Records drawn from a dataset
────

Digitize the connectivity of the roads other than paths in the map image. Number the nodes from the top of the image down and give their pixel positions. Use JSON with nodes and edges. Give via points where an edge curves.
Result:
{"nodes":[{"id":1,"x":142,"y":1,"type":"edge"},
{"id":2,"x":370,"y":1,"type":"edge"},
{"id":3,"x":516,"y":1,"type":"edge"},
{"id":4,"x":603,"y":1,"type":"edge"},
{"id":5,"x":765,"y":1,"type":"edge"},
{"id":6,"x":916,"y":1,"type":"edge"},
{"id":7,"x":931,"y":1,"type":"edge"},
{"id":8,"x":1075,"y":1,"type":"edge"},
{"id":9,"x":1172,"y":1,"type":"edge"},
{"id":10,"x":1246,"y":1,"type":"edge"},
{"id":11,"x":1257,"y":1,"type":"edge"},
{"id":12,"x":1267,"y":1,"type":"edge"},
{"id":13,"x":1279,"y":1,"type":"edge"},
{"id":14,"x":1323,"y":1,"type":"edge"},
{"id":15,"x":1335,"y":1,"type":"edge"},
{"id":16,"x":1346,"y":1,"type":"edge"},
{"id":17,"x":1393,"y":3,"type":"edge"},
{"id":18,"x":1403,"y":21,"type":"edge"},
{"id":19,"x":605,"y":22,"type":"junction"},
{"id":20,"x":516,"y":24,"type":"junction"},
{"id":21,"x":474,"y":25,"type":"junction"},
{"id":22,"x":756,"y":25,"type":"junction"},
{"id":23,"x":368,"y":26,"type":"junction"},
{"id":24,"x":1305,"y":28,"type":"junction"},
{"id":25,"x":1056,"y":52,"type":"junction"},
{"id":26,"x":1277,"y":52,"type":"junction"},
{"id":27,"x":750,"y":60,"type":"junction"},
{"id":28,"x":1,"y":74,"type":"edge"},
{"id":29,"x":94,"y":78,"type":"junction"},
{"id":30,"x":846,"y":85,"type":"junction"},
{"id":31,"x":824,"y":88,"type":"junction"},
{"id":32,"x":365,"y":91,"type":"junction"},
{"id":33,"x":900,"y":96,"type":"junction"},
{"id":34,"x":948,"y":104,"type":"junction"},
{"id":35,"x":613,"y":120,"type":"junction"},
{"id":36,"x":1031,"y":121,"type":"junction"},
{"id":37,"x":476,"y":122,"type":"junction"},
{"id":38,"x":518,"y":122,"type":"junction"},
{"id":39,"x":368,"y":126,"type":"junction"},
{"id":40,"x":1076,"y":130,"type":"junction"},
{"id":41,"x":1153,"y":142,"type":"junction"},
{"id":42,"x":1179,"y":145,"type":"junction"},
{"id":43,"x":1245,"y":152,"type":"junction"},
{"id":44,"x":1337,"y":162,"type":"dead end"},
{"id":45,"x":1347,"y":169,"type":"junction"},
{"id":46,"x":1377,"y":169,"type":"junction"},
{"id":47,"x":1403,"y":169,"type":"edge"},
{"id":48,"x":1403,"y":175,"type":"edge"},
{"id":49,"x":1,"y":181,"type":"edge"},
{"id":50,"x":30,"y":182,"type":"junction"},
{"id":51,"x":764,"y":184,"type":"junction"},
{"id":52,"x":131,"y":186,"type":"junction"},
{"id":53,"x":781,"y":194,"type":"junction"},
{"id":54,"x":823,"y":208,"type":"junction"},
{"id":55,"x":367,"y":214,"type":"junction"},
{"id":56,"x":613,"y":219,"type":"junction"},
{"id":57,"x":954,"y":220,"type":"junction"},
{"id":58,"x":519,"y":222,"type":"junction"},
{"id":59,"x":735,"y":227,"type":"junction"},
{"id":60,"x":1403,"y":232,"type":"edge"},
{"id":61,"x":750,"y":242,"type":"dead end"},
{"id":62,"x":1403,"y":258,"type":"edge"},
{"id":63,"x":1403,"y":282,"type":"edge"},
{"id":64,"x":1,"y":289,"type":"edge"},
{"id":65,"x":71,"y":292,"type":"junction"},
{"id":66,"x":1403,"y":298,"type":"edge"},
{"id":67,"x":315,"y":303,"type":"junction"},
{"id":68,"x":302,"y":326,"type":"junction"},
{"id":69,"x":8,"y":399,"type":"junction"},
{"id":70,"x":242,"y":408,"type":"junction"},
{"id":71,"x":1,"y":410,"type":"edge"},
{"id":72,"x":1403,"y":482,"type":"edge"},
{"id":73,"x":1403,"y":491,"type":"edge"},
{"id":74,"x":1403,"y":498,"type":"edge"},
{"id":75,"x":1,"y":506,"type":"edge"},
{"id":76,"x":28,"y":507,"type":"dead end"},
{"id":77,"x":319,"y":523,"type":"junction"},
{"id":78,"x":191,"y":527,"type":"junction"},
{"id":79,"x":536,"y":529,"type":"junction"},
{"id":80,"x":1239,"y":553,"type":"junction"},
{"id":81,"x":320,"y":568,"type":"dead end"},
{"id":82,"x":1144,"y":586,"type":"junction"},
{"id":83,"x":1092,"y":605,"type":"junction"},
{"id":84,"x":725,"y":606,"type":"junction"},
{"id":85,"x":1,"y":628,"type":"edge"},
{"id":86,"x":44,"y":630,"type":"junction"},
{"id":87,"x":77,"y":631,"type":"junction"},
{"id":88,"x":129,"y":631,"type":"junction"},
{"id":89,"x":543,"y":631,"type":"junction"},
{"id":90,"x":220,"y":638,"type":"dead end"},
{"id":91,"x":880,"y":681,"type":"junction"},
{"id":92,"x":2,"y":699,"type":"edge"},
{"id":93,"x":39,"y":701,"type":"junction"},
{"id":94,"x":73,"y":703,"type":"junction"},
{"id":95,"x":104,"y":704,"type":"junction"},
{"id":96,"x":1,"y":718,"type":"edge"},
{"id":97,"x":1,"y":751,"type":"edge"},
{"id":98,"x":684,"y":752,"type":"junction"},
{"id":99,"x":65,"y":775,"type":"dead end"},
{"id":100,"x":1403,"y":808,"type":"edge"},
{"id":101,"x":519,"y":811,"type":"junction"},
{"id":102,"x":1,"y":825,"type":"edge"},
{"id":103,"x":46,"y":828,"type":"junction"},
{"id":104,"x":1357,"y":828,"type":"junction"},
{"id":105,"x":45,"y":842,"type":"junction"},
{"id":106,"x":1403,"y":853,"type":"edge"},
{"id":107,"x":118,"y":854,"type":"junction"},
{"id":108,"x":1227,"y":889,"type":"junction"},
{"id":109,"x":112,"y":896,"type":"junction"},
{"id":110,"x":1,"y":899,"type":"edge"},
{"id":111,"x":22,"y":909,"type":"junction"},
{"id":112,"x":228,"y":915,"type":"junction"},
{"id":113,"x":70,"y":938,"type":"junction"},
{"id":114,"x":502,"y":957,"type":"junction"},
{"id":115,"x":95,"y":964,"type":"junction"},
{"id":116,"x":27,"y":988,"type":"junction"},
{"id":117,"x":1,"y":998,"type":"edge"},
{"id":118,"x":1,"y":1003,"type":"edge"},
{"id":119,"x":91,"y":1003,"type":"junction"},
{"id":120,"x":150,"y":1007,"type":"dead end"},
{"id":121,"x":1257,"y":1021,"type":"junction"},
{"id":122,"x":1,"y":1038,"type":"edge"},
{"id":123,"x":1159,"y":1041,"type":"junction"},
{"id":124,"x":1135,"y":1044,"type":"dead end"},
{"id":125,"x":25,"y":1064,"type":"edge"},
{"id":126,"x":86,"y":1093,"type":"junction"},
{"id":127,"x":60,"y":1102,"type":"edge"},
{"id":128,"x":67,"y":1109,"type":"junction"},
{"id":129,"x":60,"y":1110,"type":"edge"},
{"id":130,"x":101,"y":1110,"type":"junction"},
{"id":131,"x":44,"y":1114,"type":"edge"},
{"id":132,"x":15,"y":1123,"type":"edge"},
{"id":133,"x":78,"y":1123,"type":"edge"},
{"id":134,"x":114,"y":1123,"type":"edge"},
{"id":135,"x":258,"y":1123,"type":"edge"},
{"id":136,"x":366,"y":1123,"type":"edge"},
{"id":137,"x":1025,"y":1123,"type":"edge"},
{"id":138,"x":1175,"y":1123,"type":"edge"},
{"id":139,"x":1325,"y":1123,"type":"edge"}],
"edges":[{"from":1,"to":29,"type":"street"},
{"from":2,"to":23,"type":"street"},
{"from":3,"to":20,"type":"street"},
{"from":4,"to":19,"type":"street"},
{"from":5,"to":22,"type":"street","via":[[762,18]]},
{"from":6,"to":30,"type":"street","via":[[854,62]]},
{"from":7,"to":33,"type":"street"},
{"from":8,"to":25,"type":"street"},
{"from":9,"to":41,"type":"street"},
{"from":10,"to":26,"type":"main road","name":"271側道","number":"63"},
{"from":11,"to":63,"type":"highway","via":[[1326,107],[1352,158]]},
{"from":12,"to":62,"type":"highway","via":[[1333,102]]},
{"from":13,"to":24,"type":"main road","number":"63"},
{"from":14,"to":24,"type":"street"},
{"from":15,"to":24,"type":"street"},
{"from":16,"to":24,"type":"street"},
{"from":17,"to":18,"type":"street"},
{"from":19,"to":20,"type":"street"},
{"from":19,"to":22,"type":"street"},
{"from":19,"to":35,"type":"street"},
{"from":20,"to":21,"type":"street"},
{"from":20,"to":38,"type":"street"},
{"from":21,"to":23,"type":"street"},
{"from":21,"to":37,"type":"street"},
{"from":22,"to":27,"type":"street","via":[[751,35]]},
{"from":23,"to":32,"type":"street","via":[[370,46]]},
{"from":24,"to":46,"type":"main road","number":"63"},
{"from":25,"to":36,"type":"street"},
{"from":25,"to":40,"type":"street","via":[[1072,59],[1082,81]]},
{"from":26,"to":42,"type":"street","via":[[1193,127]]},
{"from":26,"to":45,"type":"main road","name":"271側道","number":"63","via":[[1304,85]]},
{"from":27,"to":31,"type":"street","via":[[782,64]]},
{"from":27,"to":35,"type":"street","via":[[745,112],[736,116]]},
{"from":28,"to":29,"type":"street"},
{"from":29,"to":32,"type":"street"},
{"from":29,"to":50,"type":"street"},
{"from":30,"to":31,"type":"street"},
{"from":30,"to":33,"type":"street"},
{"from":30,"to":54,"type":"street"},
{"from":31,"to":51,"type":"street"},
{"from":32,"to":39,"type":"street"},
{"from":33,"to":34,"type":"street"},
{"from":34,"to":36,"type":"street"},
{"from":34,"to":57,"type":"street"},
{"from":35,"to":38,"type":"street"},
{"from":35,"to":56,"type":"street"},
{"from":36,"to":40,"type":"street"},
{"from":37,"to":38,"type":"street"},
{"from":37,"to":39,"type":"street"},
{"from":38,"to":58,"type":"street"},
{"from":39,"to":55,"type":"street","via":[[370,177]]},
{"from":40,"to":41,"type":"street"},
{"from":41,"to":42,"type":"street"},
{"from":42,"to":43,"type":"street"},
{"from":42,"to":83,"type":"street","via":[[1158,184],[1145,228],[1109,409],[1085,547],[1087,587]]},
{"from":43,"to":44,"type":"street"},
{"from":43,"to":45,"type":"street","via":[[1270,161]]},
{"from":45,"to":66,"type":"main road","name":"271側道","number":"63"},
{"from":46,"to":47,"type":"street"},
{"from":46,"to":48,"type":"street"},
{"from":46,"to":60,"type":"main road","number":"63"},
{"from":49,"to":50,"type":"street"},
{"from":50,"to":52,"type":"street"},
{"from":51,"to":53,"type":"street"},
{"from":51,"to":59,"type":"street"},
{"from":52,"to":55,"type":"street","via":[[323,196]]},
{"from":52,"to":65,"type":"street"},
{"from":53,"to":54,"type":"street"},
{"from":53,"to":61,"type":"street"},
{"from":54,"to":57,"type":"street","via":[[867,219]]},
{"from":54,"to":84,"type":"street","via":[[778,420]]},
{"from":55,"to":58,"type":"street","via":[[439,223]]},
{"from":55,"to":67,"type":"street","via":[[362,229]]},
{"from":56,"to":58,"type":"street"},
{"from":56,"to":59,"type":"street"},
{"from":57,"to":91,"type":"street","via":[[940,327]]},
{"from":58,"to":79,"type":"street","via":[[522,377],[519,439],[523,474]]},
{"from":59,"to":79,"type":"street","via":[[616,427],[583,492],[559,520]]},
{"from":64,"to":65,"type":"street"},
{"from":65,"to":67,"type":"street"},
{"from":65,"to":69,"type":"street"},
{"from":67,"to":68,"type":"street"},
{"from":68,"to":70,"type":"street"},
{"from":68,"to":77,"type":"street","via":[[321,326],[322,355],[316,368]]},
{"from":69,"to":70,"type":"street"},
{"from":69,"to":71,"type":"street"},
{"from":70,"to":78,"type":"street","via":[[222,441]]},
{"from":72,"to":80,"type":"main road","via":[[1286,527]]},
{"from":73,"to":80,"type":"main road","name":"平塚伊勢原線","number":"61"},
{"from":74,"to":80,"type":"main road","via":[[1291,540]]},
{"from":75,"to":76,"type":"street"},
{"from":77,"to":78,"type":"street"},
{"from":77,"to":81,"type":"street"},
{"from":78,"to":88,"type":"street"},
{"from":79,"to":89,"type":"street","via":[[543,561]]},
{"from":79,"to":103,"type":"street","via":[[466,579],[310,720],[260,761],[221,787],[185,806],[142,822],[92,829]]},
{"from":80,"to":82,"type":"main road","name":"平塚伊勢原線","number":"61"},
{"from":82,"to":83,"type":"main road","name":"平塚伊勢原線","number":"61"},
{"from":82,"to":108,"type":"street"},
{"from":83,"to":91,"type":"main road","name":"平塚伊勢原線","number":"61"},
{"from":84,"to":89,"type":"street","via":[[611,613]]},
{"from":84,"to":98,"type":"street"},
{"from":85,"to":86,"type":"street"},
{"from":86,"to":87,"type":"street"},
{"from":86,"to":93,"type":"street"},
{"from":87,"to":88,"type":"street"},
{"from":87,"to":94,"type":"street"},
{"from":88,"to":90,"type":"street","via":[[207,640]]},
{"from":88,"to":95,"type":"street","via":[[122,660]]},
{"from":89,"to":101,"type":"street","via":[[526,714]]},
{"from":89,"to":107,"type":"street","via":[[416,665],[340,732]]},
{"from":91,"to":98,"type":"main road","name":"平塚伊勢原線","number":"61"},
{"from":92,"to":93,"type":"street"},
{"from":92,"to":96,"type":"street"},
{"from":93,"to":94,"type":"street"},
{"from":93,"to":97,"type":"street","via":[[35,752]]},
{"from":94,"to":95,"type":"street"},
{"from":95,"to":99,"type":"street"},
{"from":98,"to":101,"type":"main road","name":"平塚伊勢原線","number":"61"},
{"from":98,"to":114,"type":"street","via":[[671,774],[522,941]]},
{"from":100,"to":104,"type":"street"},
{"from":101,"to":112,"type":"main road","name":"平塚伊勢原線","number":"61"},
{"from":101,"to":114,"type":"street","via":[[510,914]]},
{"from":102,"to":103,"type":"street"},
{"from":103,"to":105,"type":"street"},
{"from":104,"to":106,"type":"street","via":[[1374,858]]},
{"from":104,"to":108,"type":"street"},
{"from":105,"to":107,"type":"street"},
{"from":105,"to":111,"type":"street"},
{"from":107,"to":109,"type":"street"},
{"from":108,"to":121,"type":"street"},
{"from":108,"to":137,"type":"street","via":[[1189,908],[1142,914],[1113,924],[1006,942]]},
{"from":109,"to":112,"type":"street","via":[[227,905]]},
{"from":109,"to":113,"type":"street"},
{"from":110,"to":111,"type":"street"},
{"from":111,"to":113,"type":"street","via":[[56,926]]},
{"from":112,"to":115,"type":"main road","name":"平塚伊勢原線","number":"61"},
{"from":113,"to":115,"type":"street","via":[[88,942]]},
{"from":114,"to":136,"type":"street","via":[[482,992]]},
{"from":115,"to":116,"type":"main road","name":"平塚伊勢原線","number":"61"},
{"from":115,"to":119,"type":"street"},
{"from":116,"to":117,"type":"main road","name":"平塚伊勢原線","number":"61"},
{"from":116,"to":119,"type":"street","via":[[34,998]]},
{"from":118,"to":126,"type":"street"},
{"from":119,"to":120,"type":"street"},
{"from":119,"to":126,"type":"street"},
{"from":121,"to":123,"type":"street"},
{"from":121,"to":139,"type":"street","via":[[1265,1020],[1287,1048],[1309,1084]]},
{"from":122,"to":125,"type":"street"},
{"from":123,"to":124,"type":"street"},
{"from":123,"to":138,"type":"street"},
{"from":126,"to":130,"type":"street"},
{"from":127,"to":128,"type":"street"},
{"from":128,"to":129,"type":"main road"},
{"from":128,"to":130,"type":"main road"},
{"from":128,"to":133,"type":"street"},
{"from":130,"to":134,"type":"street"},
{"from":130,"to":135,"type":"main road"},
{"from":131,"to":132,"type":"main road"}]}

────

• Brief: Count each line above where the string "dead" occurs. Give the number only.

• Written answer: 8